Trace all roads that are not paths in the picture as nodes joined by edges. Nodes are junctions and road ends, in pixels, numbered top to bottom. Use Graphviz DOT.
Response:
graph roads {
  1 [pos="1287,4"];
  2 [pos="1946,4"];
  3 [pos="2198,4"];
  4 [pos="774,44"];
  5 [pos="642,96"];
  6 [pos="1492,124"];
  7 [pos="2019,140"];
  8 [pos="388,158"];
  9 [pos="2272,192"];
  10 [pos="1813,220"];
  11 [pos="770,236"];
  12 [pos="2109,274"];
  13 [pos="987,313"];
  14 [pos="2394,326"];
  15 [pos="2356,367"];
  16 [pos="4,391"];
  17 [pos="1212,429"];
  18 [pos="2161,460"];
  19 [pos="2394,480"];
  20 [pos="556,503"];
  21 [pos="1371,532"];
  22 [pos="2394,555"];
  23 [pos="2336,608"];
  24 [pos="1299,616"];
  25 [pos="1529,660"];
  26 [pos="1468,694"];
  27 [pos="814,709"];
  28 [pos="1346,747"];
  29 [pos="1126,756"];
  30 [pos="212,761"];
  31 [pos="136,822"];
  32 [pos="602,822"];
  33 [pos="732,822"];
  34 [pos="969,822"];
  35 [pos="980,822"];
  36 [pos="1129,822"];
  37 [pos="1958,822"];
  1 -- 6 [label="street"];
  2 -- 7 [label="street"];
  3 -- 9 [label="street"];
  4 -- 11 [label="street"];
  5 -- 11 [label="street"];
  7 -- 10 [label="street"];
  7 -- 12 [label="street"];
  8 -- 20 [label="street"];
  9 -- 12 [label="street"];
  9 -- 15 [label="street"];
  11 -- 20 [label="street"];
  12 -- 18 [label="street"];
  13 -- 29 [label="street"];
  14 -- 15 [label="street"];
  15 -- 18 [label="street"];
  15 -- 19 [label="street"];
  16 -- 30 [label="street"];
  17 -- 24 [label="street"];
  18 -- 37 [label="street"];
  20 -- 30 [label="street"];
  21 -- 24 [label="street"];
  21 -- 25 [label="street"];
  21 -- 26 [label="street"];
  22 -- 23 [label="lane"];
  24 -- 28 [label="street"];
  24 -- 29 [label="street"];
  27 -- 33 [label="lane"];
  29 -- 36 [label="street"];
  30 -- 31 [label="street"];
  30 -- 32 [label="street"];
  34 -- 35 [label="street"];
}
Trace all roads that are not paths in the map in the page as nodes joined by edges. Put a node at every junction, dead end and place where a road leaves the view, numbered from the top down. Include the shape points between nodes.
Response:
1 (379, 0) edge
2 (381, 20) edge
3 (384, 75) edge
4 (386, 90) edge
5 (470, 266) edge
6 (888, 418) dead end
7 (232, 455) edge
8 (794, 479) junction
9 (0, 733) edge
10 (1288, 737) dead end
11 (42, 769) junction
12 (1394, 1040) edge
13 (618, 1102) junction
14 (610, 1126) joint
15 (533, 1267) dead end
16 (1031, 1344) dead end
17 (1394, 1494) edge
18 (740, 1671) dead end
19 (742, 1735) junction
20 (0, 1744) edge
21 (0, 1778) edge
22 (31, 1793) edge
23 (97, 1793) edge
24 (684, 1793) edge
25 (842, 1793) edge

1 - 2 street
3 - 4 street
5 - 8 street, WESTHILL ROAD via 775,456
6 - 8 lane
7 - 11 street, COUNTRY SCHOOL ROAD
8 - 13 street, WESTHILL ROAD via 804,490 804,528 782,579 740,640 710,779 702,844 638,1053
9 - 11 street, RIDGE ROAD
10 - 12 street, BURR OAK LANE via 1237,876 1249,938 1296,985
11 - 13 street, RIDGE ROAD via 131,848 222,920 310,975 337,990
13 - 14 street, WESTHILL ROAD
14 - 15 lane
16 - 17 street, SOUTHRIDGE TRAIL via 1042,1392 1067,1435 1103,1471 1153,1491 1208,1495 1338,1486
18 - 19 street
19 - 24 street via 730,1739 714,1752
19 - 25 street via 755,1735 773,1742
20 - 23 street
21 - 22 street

▬▬▬

Across these entries, count each line where the string "edges" shows up. Give only the count.

2